Further, as noted above, there is a call for increasing the use of data in electronic health records and code sets for caring for patients, as well as drug databases for clinical decision support (Troiano, D., Jones, M.A., Smith, A.H., 2015). In addition, there is an increased demand for integration of pharmacy data sets, other patient data sets and even data from collectives of research networks for such purposes as population-based monitoring of disease management, post-approval drug safety and efficacy monitoring, patient care and fraud, waste and abuse detection across organizations and regions. (Green, S.L., Pfenning S., 2015; Belperio, P.S., Backus, L.I., Ross, D., 2014; Griesbach, S.A., Lustig, A., Malsin, L., et al., 2015; AMCP, 2015).

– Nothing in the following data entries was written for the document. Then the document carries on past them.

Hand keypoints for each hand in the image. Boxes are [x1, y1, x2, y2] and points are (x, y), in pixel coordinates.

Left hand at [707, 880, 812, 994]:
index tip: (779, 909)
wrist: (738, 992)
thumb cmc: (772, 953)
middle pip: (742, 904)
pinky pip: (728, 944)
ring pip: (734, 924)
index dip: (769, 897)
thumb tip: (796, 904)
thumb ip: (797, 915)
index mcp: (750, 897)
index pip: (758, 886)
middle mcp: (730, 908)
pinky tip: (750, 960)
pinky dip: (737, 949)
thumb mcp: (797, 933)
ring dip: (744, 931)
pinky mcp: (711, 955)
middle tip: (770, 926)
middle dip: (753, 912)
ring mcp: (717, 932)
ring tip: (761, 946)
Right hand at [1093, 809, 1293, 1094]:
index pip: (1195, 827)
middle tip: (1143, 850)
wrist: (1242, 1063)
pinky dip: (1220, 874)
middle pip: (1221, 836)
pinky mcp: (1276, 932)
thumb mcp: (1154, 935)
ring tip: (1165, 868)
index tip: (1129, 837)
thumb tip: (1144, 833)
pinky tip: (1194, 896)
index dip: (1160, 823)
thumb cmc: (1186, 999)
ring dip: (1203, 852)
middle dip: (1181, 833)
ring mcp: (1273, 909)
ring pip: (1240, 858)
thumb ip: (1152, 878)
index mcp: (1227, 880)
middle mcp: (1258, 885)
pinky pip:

Each of these initiatives underlies the need for high data integrity; the combination of any of these makes the need paramount. But data integrity can become mind-boggling. Understanding the simple phrase “Data integrity is ‘keeping data ‘whole’” becomes an etymological adventure. The more an individual uses data over time, or the more data is used by a wider audience with broader needs, the greater the risk for different interpretations – thus, the need for stronger rules to ensure data integrity. Data integrity must be applied across a system. Not a computer system; rather, an organizational system. Maintenance of data integrity requires agreement on the definition and purpose of all data by all individuals within an organization. Today’s widespread use of electronic storage and sharing of data highlights our limited ability to control quality and consistency of data. Thus, it is imperative that we utilize processes and tools to ensure data integrity.
Appropriate enterprise governance and data governance must be assigned from the top authority in an organization down in order to improve odds that no data mistakes are made. Data governance is the task of setting standards for what type of data can be entered in a record of a column. It is commonly the authority of a team of technical and business users. Enterprise governance is the corporate assignment of authority to the person who has the right to decide data governance rules. If a database is used by only one person, that person has the authority. If a database is used by multiple departments in an organization, it is wise to establish an enterprise governance committee to identify and enforce lines of authority across decision makers throughout the organization. This ensures that the person responsible for data in a column is not overridden inappropriately.